Das alles böte ausreichend Stoff für einen Roman, aber Grjasnowa geht noch einen Schritt weiter. Zu Beginn des zweiten Teils von „Der Russe ist einer, der Birken liebt“ geschieht dann etwas, was einem beim Lesen den Boden unter den Füßen wegzieht – was es ist, sei hier nicht verraten. Es wirft die Heldin aus der Bahn, und zwar mit solcher Wucht, dass man sie fortan entweder am Rand einer Ohnmacht, eines Schwächeanfalls oder einer Übelkeit erlebt. Ihr Immunsystem ist hinüber, Alkohol, Hasch und Pillen werden ständige Begleiter. Grjasnowa büßt nichts von ihrer Fähigkeit zur lapidaren Beschreibung ein, doch man merkt nun, dass sie Schicksal spielen will, und fragt sich, ob ihr das Handlungsgerüst nicht ein wenig zu groß gerät.

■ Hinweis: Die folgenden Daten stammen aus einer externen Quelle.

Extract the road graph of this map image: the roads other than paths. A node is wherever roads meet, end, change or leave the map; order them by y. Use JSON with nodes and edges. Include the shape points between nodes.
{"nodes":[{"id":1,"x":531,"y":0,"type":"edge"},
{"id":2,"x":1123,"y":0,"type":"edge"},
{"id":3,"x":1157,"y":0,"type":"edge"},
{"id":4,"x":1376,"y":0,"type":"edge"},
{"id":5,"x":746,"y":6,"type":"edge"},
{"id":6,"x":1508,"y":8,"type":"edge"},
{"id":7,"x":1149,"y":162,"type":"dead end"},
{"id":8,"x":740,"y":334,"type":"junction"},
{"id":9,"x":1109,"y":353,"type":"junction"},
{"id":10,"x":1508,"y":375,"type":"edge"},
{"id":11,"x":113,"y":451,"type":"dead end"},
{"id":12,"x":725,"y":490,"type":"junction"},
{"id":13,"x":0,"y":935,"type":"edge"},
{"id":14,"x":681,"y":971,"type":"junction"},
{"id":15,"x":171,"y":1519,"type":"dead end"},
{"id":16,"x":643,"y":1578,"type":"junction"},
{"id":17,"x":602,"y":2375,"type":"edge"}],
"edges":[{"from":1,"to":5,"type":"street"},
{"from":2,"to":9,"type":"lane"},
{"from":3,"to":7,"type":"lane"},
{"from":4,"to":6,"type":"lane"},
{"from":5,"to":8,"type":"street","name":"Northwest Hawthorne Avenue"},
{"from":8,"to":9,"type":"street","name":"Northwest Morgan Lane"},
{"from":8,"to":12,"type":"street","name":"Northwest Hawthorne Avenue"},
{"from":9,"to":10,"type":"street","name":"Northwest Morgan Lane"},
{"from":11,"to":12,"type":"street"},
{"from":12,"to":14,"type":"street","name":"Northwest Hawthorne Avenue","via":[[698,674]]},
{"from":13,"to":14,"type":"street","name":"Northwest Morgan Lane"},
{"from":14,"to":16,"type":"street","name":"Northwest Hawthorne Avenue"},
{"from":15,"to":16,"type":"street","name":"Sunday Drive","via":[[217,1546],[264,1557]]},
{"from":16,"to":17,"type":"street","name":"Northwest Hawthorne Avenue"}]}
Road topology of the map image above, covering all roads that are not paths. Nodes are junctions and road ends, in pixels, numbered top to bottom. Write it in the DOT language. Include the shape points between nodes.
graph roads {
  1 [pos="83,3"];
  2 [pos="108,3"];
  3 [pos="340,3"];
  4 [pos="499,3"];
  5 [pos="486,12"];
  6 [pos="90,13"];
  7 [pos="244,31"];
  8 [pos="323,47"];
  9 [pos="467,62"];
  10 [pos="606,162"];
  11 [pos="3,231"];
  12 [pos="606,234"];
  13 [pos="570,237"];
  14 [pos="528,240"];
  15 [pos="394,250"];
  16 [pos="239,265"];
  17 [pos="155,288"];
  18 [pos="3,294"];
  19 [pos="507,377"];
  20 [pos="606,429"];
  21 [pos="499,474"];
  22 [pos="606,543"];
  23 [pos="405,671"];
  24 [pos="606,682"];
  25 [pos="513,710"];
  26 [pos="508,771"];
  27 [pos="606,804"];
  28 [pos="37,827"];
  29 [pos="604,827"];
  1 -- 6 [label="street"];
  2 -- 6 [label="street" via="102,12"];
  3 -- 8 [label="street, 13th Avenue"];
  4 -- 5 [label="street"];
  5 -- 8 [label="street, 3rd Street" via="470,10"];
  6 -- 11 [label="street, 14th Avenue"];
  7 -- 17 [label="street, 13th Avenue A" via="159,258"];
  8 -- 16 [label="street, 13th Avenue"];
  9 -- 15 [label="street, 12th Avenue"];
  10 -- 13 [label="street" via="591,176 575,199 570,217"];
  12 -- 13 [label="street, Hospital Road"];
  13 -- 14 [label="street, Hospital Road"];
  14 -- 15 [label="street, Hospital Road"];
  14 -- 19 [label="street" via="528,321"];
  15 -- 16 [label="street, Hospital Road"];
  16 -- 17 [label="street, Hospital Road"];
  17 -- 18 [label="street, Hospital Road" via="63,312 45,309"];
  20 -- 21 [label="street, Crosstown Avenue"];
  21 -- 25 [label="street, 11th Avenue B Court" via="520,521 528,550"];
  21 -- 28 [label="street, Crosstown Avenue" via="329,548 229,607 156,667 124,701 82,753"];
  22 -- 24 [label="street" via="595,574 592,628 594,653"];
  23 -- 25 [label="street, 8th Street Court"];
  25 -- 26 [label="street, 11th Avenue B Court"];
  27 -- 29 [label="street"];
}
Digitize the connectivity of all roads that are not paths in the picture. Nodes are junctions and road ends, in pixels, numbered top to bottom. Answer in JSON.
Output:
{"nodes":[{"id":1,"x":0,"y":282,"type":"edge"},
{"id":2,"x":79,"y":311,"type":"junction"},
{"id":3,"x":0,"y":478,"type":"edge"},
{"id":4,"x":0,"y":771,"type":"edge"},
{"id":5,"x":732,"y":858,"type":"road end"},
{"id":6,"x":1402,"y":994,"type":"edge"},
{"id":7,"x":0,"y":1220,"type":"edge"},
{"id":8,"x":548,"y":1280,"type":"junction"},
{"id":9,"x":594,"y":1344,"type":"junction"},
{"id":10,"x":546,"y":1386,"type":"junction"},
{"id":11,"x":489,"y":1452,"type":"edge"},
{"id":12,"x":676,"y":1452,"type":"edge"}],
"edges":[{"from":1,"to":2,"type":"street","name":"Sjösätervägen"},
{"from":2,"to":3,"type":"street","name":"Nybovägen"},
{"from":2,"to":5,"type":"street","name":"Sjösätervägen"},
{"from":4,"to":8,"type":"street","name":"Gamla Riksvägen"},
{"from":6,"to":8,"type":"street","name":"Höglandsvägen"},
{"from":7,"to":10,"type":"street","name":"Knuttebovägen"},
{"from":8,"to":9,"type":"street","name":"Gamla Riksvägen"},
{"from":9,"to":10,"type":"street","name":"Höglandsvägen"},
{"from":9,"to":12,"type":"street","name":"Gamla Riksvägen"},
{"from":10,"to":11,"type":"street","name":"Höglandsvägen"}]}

Im dritten und letzten Teil des Buches reist Mascha nach Israel, wo sie für eine NGO arbeitet. Eine der Sprachen, die sie studiert hat, ist das Arabische. Hebräisch wiederum beherrscht sie nicht, was nicht nur die Beamten am Ben-Gurion-Flughafen verwirrt. Wiederum gelingen Grjasnowa pointierte Skizzen, etwa von der Klagemauer in Jerusalem, wo die Heldin nicht weiß, ob sie ihrer Bitte an Gott eine Anrede voranstellen soll, von ihrer Tel Aviver Dachterrasse oder von den Familientreffen mit „Tante # 13“.

Doch auch hier drängt der Plot mit aller Macht dahin, wo sich Geschichte, die grausige, unbarmherzige Geschichte des 20. Jahrhunderts, wiederholt. Nicht als Farce, sondern erneut als Tragödie. Grjasnowa schüttelt den Becher mit den Schicksalswürfeln heftig, heraus purzelt eine junge Frau im blauen Kleid. Der Leser kennt sie, weil er in einer früheren Passage des Buchs einen Blick auf sie erhascht hat; sie lag Mitte der 90er Jahre verblutet auf einer Straße in Baku. Nun erwacht sie auf einer Brache bei Dschenin für ein paar Augenblicke zu neuem Leben, aber nur, damit das Buch sie ein zweites Mal zu Fall bringt.

Olga Grjasnowa: „Der Russe ist einer, der Birken liebt“.